- Activity -
Pictures stay out. All the rest of the records must be repeated exactly.

- Records for this exercise -
=== Begin Enclosure ===
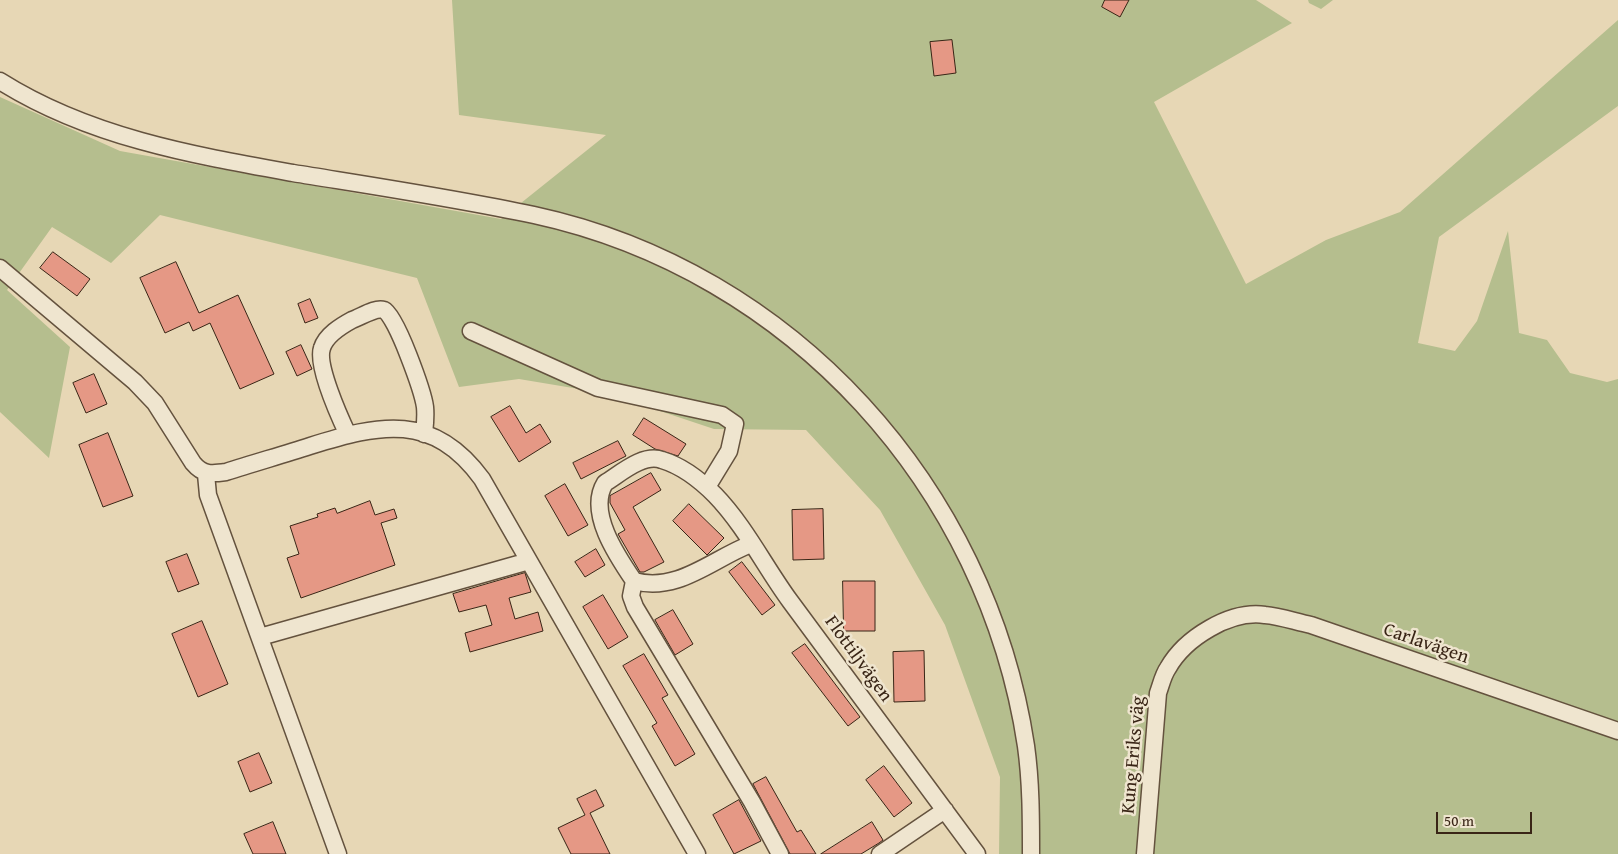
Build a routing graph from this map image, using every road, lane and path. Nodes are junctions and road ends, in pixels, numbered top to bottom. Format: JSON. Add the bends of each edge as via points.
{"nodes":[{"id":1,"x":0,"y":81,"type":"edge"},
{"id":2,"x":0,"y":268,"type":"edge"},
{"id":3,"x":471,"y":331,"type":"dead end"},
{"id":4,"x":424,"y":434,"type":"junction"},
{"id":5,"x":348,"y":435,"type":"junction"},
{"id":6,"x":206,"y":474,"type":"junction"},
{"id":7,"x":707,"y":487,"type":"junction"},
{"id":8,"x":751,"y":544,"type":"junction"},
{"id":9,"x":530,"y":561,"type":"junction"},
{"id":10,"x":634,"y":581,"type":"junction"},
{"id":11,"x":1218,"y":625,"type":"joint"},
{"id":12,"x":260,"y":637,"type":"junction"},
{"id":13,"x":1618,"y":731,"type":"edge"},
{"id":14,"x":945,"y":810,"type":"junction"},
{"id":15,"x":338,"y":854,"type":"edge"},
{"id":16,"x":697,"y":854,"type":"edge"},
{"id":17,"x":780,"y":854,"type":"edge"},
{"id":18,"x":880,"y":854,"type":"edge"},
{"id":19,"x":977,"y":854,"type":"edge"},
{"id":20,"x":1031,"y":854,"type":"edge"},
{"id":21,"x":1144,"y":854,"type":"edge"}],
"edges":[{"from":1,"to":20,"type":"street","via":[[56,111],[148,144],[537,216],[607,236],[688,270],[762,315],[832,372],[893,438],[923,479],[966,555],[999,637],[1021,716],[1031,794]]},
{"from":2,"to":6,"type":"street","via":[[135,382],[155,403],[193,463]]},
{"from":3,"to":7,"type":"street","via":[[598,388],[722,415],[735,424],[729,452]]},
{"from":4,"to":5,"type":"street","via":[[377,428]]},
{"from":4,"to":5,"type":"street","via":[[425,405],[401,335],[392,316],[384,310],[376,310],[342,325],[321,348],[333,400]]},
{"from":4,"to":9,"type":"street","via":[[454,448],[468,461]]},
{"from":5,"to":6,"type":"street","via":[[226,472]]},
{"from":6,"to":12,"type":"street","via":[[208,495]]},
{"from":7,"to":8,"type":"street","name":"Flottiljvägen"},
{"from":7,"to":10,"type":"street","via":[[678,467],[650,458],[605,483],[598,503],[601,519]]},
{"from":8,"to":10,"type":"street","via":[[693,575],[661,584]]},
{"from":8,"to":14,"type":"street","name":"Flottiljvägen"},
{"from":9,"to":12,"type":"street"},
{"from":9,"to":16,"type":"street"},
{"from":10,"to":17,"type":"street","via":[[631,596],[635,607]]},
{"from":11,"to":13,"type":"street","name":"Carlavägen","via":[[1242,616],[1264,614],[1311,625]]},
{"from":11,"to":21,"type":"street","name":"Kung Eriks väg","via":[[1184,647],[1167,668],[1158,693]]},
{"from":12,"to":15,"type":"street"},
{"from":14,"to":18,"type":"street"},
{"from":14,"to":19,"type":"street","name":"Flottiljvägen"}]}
=== End Enclosure ===
- Response for this exercise -
Build a routing graph from this map image, using every road, lane and path. Nodes are junctions and road ends, in pixels, numbered top to bottom. Format: JSON. Add the bends of each edge as via points.
{"nodes":[{"id":1,"x":0,"y":81,"type":"edge"},
{"id":2,"x":0,"y":268,"type":"edge"},
{"id":3,"x":471,"y":331,"type":"dead end"},
{"id":4,"x":424,"y":434,"type":"junction"},
{"id":5,"x":348,"y":435,"type":"junction"},
{"id":6,"x":206,"y":474,"type":"junction"},
{"id":7,"x":707,"y":487,"type":"junction"},
{"id":8,"x":751,"y":544,"type":"junction"},
{"id":9,"x":530,"y":561,"type":"junction"},
{"id":10,"x":634,"y":581,"type":"junction"},
{"id":11,"x":1218,"y":625,"type":"joint"},
{"id":12,"x":260,"y":637,"type":"junction"},
{"id":13,"x":1618,"y":731,"type":"edge"},
{"id":14,"x":945,"y":810,"type":"junction"},
{"id":15,"x":338,"y":854,"type":"edge"},
{"id":16,"x":697,"y":854,"type":"edge"},
{"id":17,"x":780,"y":854,"type":"edge"},
{"id":18,"x":880,"y":854,"type":"edge"},
{"id":19,"x":977,"y":854,"type":"edge"},
{"id":20,"x":1031,"y":854,"type":"edge"},
{"id":21,"x":1144,"y":854,"type":"edge"}],
"edges":[{"from":1,"to":20,"type":"street","via":[[56,111],[148,144],[537,216],[607,236],[688,270],[762,315],[832,372],[893,438],[923,479],[966,555],[999,637],[1021,716],[1031,794]]},
{"from":2,"to":6,"type":"street","via":[[135,382],[155,403],[193,463]]},
{"from":3,"to":7,"type":"street","via":[[598,388],[722,415],[735,424],[729,452]]},
{"from":4,"to":5,"type":"street","via":[[377,428]]},
{"from":4,"to":5,"type":"street","via":[[425,405],[401,335],[392,316],[384,310],[376,310],[342,325],[321,348],[333,400]]},
{"from":4,"to":9,"type":"street","via":[[454,448],[468,461]]},
{"from":5,"to":6,"type":"street","via":[[226,472]]},
{"from":6,"to":12,"type":"street","via":[[208,495]]},
{"from":7,"to":8,"type":"street","name":"Flottiljvägen"},
{"from":7,"to":10,"type":"street","via":[[678,467],[650,458],[605,483],[598,503],[601,519]]},
{"from":8,"to":10,"type":"street","via":[[693,575],[661,584]]},
{"from":8,"to":14,"type":"street","name":"Flottiljvägen"},
{"from":9,"to":12,"type":"street"},
{"from":9,"to":16,"type":"street"},
{"from":10,"to":17,"type":"street","via":[[631,596],[635,607]]},
{"from":11,"to":13,"type":"street","name":"Carlavägen","via":[[1242,616],[1264,614],[1311,625]]},
{"from":11,"to":21,"type":"street","name":"Kung Eriks väg","via":[[1184,647],[1167,668],[1158,693]]},
{"from":12,"to":15,"type":"street"},
{"from":14,"to":18,"type":"street"},
{"from":14,"to":19,"type":"street","name":"Flottiljvägen"}]}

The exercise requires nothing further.